Initially, there was no evidence of retinopathy, but after two weeks, examination revealed stage 3+ retinopathy of prematurity located very posteriorly with widespread haemorrhaging. Unfortunately, due to the precarious condition of the patient and difficulty with positioning, fundal photographs could not be obtained and laser treatment would prove extremely difficult. It was decided, with support from senior hospital management, that bevacizumab seemed the best treatment option.

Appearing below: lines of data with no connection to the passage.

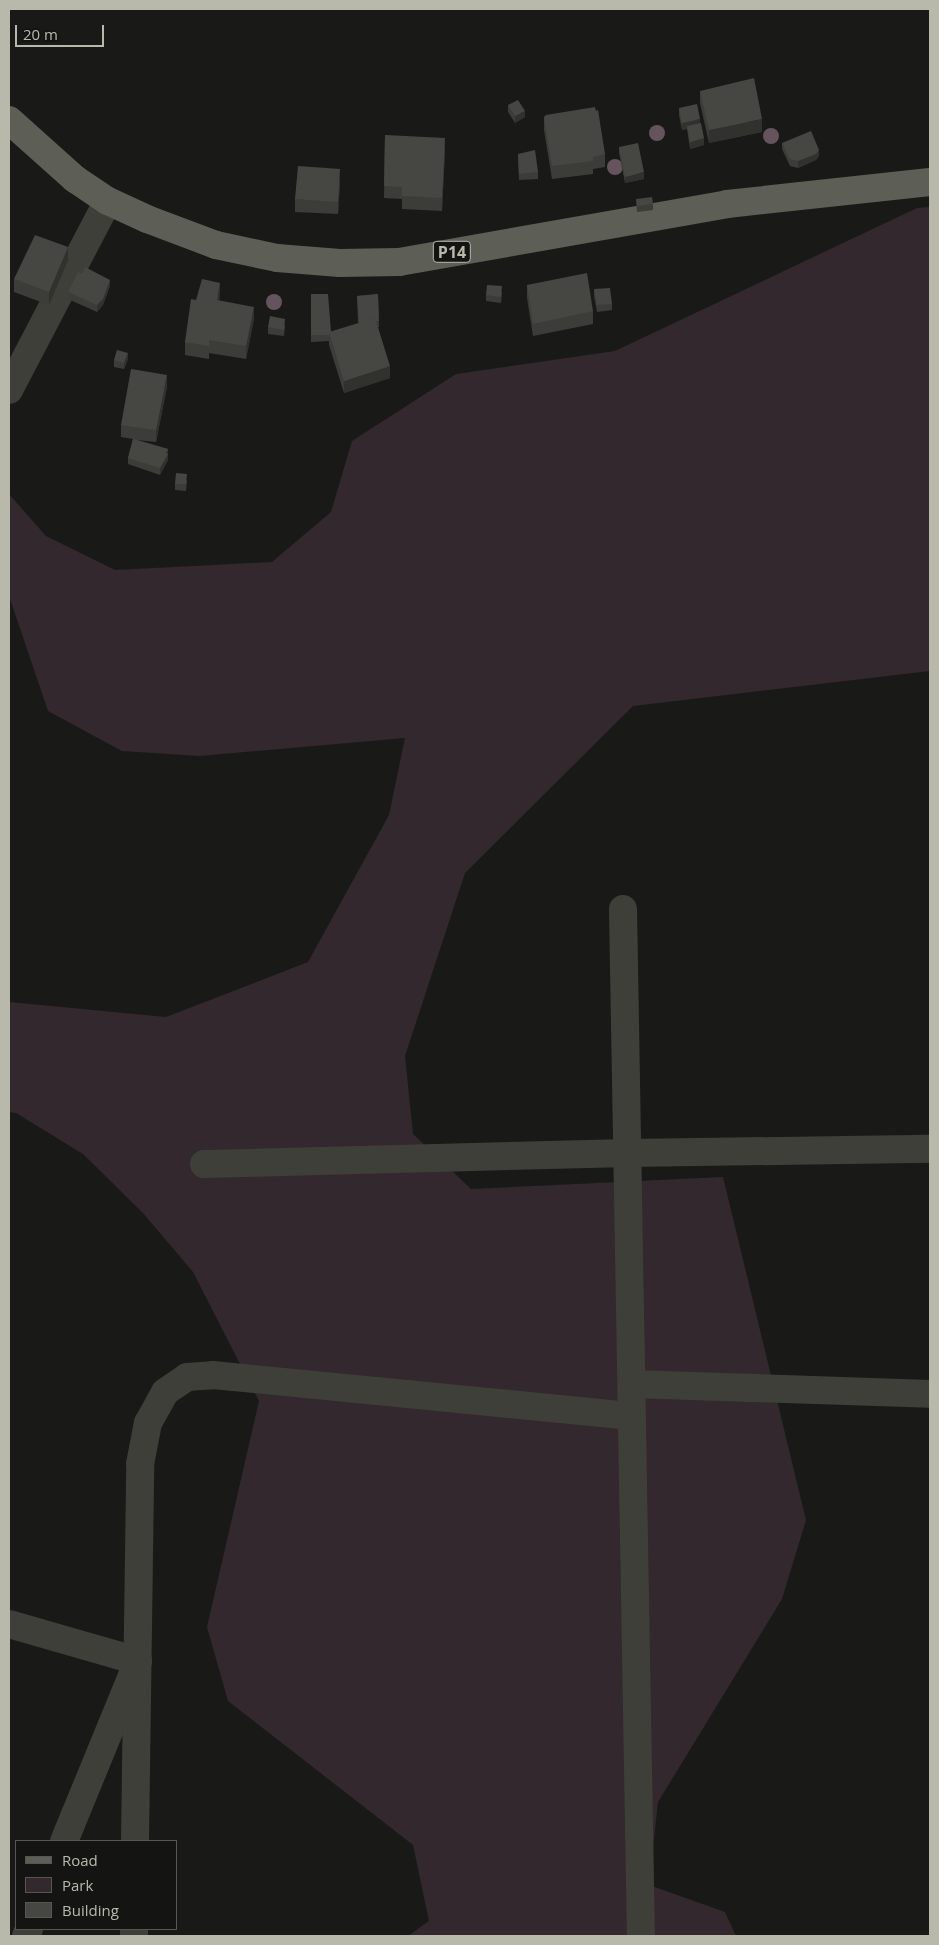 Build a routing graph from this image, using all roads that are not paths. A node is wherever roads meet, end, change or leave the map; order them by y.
1 (9, 120) edge
2 (930, 182) edge
3 (108, 201) junction
4 (9, 390) edge
5 (624, 909) dead end
6 (930, 1149) edge
7 (628, 1153) junction
8 (204, 1164) dead end
9 (632, 1384) junction
10 (930, 1394) edge
11 (632, 1416) junction
12 (9, 1624) edge
13 (138, 1661) junction
14 (64, 1840) edge
15 (135, 1840) edge
16 (641, 1936) edge

1 - 3 main road, P14
2 - 3 main road, P14
3 - 4 street
5 - 7 street
6 - 7 street
7 - 8 street
7 - 9 street
9 - 10 street
9 - 11 street
11 - 13 street
11 - 16 street
12 - 13 street
13 - 14 street
13 - 15 street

At the bedside, the patient was prepared using topical proxymetacaine eye drops and betadine antiseptic solution. Bevacizumab (0.625 mg) was administered with ease to both eyes by intravitreal injection. Due to the relatively large size of the lens at this post-menstrual age, it is necessary to inject slightly more posterior to the limbus than usual and to aim very posteriorly.
The patient was examined again two days later and although there was still some ‘plus disease’, the stage III ridge had disappeared and very few haemorrhages remained. Over the next few weeks, normal vasculature appeared out to much of the peripheral retina and no macular traction or retinal detachment was noted (see Figure 2). Ultimately, no evidence of retinopathy of prematurity remained, but there was still some peripheral avascular retina. The long-term outcome of the treatment, including visual potential, remains to be evaluated.
Three months post-injection. Normal vasculature extends out to the peripheral fundus.
Discussion
The use of anti-VEGF drugs in the management of retinopathy of prematurity is an emerging treatment modality. In our patient, severe 3+ disease was easily and successfully treated at the bedside with a single injection to each eye and with no apparent discomfort or distress to the patient.
Bevacizumab is a relatively inexpensive drug that is less cumbersome than laser therapy, requires no specifically designated laser room, no expensive equipment and no endotracheal intubation, and whilst having statistically significant better outcomes for Zone I disease, it avoids the peripheral retinal destruction characteristic of laser therapy. Follow up is required for a longer period with bevacizumab than with laser therapy as recurrence can occur up to 16 weeks post-injection as opposed to six weeks with laser therapy. 2
At the time of writing, no long-term large studies exist that examine the morbidity and mortality of patients treated with bevacizumab. As a large-sized molecule, systemic absorption is not thought to be commonplace with bevacizumab, but it is of interest to note that VEGF is implicated in some of the respiratory complications of prematurity and any systemic effects of bevacizumab might also include an improvement of respiratory recovery.
Footnotes
Acknowledgements
The authors wish to thank Dr Pedro Gonzalez, Yorkhill Children’s Hospital, and Professor Brian Fleck, Edinburgh Royal Hospital for Sick Children, for their contribution in determining a management plan for this patient.
Declaration of conflicting interests
None declared.
Funding
This research received no specific grant from any funding agency in the public, commercial, or not-for-profit sectors.